Wednesday, March 26, 2008

Kuper

) Kuper, Adam. (2003) “The Return of the Native.” Current Anthropology 44(3):389-402.
The author claims the dangers of the discourses of the indigenous movement as long as it reinforces notions of essentialism, primordiality and belonging that can exacerbate interethnic conflicts rather than fostering solidarity. He points to the fact that indigenous is articulated with meanings of primitivism, race and culture as correspondent terms, along with ideas of a belonging to a particular location, having a harmonic relation to their environments as a fundamental cultural value. He also points to the problem of showing the correspondence of indigenous populations with their pre-colonial ancestors and the ambiguity of making land claims on this basis. Primordiality or an essential belonging to land is an argument widely rejected by progressive academics when it is made by conservative groups rejecting in the face if immigration.
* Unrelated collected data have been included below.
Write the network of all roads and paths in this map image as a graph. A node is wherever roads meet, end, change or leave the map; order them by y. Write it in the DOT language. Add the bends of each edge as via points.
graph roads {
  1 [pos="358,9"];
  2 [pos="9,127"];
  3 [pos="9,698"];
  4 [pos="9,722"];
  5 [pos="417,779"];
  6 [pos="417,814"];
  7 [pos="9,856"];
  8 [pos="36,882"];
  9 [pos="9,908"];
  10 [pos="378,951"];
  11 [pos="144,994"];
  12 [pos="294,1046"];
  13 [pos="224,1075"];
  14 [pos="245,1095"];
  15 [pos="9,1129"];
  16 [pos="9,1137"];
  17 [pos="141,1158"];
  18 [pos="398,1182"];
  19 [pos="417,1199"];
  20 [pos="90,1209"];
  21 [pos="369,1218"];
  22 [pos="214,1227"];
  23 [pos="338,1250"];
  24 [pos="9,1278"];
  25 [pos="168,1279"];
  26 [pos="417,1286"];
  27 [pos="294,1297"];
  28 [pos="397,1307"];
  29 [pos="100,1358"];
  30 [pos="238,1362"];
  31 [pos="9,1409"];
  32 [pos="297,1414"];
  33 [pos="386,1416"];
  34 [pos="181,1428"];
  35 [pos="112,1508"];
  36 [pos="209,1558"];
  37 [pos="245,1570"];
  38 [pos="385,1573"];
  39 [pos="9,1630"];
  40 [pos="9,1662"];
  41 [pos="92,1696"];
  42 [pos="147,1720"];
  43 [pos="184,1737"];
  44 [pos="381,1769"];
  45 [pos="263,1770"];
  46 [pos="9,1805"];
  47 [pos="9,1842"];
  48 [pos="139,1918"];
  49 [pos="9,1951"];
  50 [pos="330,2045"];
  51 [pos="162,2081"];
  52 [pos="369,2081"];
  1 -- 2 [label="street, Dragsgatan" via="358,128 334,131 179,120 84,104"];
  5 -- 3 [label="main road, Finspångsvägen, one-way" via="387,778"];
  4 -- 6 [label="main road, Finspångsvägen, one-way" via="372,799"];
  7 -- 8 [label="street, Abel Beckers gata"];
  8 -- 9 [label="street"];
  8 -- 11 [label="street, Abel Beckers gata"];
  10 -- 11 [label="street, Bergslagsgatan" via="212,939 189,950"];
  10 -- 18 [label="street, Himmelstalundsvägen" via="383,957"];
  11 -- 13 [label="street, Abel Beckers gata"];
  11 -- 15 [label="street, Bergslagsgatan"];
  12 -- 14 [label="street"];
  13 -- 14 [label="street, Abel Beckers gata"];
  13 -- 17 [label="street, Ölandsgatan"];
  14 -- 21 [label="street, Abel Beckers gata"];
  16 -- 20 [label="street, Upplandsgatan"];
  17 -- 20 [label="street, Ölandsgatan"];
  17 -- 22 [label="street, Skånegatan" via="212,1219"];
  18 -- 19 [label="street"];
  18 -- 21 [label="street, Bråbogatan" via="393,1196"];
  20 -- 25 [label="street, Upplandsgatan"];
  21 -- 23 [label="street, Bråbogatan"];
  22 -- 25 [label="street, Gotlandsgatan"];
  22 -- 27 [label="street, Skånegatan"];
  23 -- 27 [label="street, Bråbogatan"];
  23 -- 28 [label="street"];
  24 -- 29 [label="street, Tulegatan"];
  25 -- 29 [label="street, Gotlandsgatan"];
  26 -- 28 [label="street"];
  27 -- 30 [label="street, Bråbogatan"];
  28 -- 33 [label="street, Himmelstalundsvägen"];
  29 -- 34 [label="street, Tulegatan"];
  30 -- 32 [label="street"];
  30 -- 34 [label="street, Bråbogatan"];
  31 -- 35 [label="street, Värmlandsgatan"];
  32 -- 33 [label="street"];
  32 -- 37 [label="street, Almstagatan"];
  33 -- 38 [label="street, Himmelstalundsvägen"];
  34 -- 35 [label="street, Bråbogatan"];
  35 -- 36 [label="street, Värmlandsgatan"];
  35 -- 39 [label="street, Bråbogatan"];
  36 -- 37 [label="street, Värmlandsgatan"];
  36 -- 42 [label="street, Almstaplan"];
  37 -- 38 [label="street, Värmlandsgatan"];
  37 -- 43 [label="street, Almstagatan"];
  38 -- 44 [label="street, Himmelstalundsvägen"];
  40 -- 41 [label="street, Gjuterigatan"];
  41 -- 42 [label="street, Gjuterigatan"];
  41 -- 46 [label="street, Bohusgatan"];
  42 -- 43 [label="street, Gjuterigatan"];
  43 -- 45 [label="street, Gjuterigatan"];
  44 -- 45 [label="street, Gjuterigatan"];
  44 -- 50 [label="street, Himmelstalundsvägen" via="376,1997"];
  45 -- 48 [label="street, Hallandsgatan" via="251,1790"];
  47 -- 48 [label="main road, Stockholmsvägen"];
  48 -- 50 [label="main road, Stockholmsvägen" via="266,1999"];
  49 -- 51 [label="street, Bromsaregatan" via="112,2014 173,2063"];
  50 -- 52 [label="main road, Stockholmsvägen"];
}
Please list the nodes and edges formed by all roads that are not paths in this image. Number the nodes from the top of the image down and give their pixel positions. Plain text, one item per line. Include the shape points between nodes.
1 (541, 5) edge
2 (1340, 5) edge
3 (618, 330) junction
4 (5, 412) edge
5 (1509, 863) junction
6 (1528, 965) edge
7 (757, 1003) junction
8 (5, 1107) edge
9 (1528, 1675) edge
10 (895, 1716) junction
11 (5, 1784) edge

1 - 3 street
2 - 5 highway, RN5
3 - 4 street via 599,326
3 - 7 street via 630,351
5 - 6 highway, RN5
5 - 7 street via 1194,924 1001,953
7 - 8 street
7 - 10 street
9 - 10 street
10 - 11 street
He claims that either primordiality is an argument that should be criticized in all cases (and thus accepted as valid when conservatives use it) or either is a problematic political statement in any case. The same type of critique is applicable to the notion of biological continuity of indigenous people as pre-existing groups and the notions of racial purity and their consequent processes of discrimination, classification and event violent attempt of extermination what threaten a racial purity. Likewise the claims for collective and special rights both discriminate among individuals of different social groups as well as homogenise people within such group. In any case in postcolonial contexts marked by processes of interconnections between settlers and colonized, to support the distinction of natives and “new comers” and attributing the need of special rights to the former, especially when a particular relation to land as part of a hunter gather system is claimed, is problematic as long as it can only contribute to generating rivalries and inequalities between interdependent groups. Ultimately to think of social groups as indigenous is problematic as it can only stress political divisions among equally marginalized groups, and the establishment of even greater inequalities between ethnically different groups.